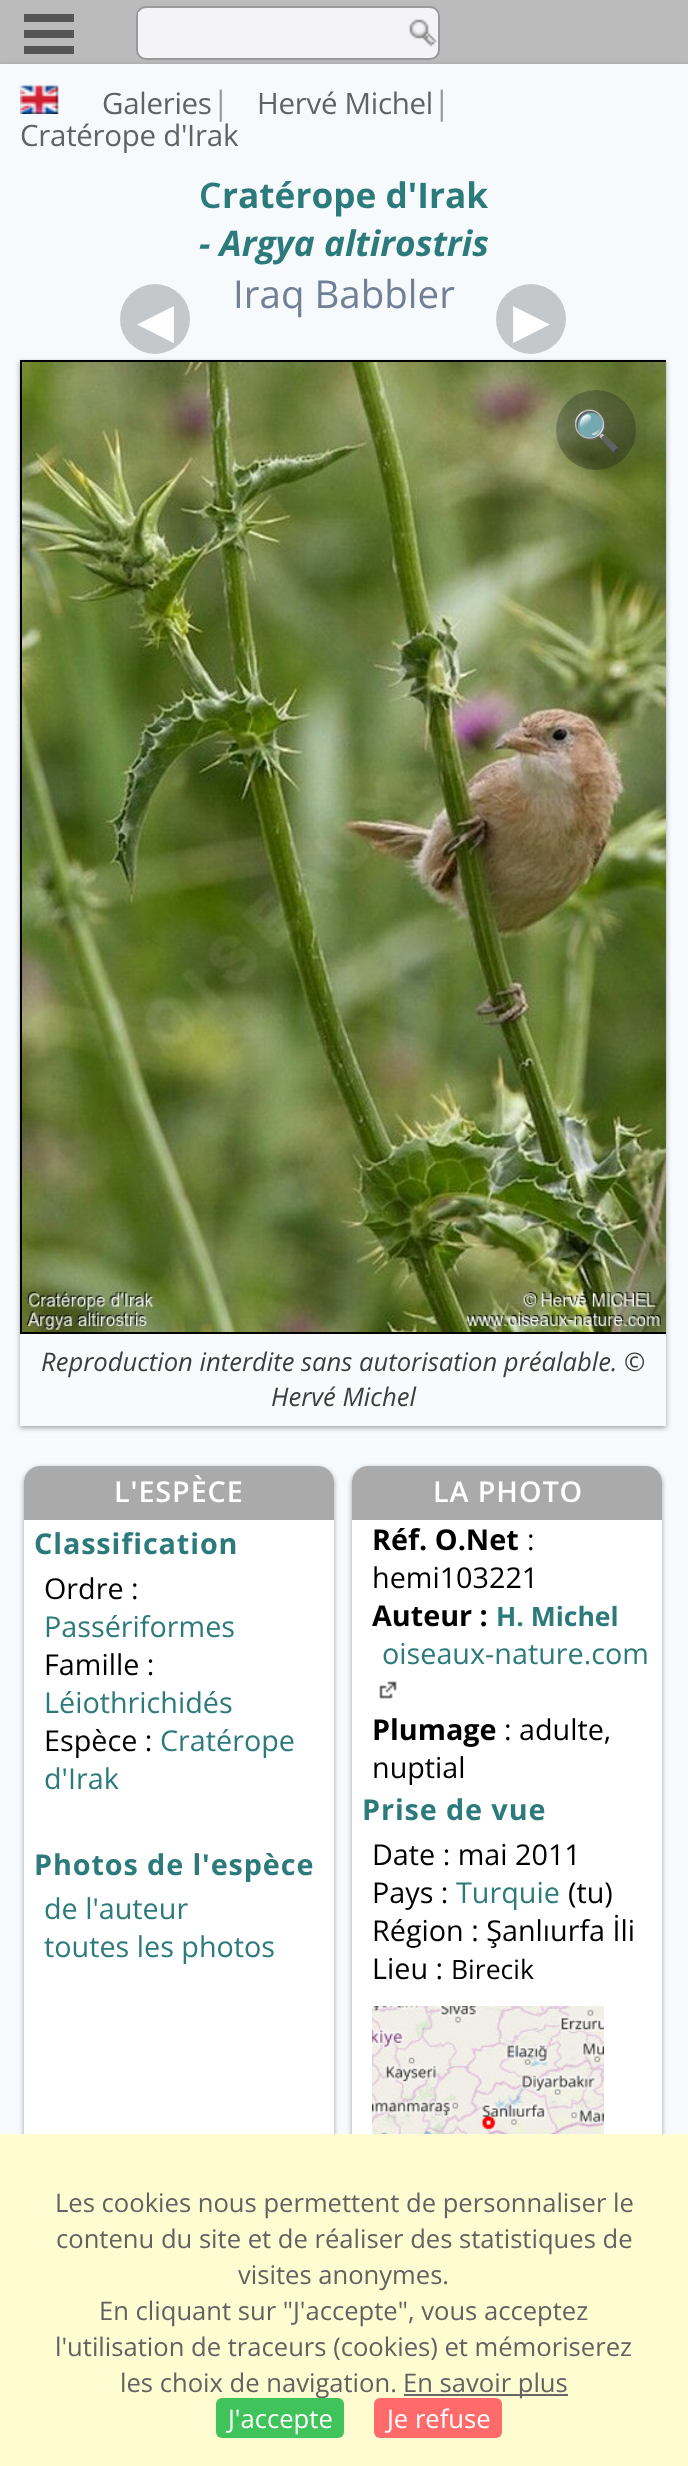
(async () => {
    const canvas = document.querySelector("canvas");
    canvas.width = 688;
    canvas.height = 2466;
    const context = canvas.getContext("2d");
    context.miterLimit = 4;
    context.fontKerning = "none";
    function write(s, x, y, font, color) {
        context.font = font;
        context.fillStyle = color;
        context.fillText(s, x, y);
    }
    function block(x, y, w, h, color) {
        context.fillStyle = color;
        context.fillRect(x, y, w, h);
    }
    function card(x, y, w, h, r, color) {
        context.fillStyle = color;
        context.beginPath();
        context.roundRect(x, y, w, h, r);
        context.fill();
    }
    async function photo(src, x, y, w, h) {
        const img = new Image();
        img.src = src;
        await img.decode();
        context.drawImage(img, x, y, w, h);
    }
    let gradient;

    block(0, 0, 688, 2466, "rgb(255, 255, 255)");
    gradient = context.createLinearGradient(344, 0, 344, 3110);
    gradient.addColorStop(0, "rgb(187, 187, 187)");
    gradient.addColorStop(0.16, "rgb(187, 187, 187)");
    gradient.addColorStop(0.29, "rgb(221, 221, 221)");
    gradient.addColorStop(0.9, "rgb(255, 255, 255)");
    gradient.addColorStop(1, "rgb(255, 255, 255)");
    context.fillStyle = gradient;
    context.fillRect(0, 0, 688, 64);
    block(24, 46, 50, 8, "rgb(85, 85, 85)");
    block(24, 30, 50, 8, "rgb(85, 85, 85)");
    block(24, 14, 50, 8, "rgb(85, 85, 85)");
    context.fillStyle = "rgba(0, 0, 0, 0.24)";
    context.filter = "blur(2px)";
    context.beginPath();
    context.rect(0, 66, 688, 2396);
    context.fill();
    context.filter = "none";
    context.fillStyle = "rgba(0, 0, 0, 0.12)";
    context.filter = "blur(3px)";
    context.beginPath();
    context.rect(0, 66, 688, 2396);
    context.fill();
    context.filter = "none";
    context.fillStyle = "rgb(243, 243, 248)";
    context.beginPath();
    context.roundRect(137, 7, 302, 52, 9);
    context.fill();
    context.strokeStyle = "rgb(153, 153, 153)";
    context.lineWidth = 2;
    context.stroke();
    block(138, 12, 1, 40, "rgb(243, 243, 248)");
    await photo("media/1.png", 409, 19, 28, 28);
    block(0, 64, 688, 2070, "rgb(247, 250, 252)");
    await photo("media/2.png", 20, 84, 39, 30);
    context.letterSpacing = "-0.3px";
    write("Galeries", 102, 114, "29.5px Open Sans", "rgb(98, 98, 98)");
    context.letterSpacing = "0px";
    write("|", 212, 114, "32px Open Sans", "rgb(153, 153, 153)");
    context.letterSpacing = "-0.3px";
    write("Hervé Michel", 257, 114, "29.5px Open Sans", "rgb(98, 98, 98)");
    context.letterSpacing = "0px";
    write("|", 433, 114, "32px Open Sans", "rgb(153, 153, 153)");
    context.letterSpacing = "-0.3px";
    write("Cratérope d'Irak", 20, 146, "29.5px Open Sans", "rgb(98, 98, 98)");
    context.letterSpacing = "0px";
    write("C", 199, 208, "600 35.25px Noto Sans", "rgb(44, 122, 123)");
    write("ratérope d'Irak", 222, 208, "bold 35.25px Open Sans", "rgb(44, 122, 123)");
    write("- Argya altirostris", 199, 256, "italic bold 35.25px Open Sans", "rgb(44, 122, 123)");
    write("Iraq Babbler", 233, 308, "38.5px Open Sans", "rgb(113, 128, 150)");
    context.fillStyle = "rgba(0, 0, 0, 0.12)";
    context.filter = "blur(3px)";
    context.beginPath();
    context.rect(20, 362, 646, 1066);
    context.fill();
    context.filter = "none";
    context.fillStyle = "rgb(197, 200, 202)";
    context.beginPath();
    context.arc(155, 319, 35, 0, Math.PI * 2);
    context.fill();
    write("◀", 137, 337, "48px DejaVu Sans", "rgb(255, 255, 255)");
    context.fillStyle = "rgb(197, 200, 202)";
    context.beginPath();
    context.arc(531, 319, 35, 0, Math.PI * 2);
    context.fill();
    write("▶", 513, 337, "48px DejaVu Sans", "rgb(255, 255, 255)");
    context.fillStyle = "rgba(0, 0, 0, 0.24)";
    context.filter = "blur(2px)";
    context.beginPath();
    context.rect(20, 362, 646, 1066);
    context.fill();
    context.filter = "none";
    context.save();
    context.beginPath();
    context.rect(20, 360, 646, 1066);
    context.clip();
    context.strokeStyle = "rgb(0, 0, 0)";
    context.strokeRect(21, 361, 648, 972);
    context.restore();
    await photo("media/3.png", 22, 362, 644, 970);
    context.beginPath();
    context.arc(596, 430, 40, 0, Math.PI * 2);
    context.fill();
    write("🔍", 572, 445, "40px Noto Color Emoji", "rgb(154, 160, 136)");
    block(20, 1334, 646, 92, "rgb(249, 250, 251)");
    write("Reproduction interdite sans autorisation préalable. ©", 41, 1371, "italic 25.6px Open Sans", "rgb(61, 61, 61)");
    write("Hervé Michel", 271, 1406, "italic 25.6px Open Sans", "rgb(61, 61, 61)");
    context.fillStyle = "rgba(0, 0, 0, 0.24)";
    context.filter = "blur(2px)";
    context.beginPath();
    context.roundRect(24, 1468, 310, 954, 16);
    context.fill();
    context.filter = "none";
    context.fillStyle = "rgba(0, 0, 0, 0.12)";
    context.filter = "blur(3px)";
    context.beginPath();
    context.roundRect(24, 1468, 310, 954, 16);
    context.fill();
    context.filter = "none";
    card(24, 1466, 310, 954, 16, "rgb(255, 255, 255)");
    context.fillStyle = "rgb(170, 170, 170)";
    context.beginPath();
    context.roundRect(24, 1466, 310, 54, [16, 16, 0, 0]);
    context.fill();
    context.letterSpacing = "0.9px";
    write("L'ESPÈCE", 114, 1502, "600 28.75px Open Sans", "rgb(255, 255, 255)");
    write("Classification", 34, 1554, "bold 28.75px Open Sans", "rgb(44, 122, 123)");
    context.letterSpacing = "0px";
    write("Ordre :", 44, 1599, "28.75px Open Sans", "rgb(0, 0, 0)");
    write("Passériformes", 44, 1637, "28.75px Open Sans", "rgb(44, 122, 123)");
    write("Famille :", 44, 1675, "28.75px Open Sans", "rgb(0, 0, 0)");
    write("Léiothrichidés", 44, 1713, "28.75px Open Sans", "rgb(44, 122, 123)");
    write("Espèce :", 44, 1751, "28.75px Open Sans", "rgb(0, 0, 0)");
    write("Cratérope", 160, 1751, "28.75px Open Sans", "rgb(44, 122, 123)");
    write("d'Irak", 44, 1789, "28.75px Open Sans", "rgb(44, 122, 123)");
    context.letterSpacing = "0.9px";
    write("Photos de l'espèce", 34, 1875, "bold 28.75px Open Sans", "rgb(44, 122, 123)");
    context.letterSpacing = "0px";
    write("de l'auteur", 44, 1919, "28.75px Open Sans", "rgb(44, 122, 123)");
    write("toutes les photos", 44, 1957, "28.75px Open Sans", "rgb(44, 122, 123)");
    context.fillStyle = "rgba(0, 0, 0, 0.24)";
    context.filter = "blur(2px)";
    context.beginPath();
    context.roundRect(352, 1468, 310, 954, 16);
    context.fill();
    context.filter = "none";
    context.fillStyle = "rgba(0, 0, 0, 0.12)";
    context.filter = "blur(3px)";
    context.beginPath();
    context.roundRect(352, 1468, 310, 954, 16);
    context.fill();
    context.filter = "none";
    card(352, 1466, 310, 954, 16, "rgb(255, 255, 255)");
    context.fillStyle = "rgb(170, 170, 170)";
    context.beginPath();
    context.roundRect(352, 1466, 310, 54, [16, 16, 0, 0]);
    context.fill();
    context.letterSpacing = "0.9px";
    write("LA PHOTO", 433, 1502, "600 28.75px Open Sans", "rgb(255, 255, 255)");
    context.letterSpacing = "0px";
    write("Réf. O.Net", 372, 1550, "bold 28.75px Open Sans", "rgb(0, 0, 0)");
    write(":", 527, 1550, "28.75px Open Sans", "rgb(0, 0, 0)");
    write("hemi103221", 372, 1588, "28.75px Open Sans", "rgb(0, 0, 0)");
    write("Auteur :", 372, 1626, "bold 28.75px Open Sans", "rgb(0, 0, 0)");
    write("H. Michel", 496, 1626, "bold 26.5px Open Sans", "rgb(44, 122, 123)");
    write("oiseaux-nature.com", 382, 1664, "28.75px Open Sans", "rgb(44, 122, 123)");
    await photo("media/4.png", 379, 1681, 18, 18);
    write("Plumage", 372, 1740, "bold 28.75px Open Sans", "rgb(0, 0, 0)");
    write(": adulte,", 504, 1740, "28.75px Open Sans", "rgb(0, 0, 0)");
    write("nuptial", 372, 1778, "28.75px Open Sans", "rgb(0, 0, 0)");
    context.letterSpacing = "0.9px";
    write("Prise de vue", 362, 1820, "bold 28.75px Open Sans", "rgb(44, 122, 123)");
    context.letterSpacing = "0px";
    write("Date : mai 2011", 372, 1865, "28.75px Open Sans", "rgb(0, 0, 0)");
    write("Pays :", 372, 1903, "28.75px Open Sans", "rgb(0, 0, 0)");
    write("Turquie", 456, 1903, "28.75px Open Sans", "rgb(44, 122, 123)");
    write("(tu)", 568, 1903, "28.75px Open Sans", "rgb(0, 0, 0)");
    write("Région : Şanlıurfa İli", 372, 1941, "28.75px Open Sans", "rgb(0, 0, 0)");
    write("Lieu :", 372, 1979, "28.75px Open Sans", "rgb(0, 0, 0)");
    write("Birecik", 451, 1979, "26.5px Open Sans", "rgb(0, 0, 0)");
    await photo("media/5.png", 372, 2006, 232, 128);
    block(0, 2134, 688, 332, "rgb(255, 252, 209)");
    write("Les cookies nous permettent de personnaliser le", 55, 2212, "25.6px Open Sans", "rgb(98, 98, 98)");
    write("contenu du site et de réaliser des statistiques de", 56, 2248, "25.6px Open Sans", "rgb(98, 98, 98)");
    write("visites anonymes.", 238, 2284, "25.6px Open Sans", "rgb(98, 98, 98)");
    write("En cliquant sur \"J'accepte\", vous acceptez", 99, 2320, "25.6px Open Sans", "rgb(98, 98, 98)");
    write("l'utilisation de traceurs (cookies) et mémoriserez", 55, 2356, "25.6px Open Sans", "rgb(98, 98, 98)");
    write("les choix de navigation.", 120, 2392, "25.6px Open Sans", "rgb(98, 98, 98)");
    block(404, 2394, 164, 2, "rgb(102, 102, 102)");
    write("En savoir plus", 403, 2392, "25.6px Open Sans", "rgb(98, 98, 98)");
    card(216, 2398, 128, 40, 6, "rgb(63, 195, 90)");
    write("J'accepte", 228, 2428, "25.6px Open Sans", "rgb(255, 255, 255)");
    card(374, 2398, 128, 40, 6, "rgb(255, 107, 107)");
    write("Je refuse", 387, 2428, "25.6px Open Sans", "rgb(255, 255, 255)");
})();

TASK OBJECTIVE:
Copy each line of the records above that carries the word "block".

TASK RESPONSE:
    function block(x, y, w, h, color) {
    block(0, 0, 688, 2466, "rgb(255, 255, 255)");
    block(24, 46, 50, 8, "rgb(85, 85, 85)");
    block(24, 30, 50, 8, "rgb(85, 85, 85)");
    block(24, 14, 50, 8, "rgb(85, 85, 85)");
    block(138, 12, 1, 40, "rgb(243, 243, 248)");
    block(0, 64, 688, 2070, "rgb(247, 250, 252)");
    block(20, 1334, 646, 92, "rgb(249, 250, 251)");
    block(0, 2134, 688, 332, "rgb(255, 252, 209)");
    block(404, 2394, 164, 2, "rgb(102, 102, 102)");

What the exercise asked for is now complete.